Yoshikazu Iwamoto, playing the shakuhachi - the bamboo flute - had the hardest task with his quiet and concentrated solo, but his hypnotic line held the crowd's attention. More school performers; then Geoffrey Dolton, with the Sinfonietta, sang pieces from Alec Roth's California Songbook: words by Vikram Seth, music a mix of gamelan and Adams, kids captivated by rude word in first line.

It was more like a fair than a concert. Then again it was never meant to be a one-off public event. This was the last fling of a year-long project that the Sinfonietta's education team had worked up with East Sussex schools, the outcome of a Sainsbury's Award for Arts Education.

First the teachers studied with the experts in Asian and African music, then the schools examined musical techniques in these cultures and the Western tradition.

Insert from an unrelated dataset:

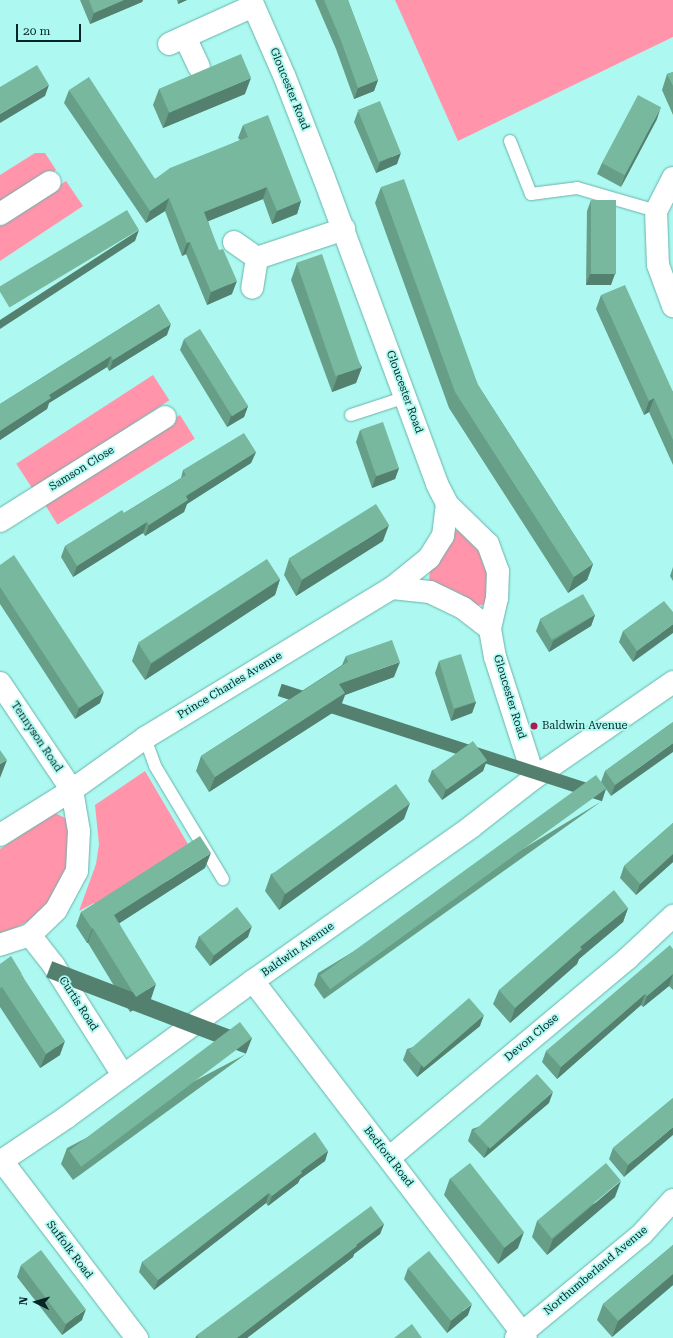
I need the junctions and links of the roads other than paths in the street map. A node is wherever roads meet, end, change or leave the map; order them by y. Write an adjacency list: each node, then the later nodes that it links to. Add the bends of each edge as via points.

Then, with the help of Sinfonietta people, they made up their own pieces.

That makes a huge and daunting agenda. 'I can't pretend there is anything more than a grasping of some technical means,' says the Sinfonietta's education director, Gillian Moore. Essentially, the schools were learning to listen - and to understand, say, rhythmic structures by hearing them in different traditions - and then composing within their own culture, but with borrowings. 'I hope it's not an appropriation.'

Well, Debussy and Messiaen and Steve Reich appropriated when it suited them, and their music has not exactly suffered. If, as intended, the project opened minds to the nature of Western culture, it will surely have been the magpie tendency that got through. So far the Sinfonietta has ended up with plenty of fun and some fulfilment.

But it needs to continue asking itself questions too. Why did the audience warm to the 'imported' music and not to the Western? Does the approach to composing show enough respect to the cultures it borrows from? Can the students be exposed more directly to them, instead of having Western musicians to mediate?

Somewhere down the path it has started along, there lies a fork. One way takes you into a land that is no longer yours, while the other is lined with glass walls: you can see out, but nobody can get in to touch you. Let's hope these cross- cultural projects have the courage to take the harder route.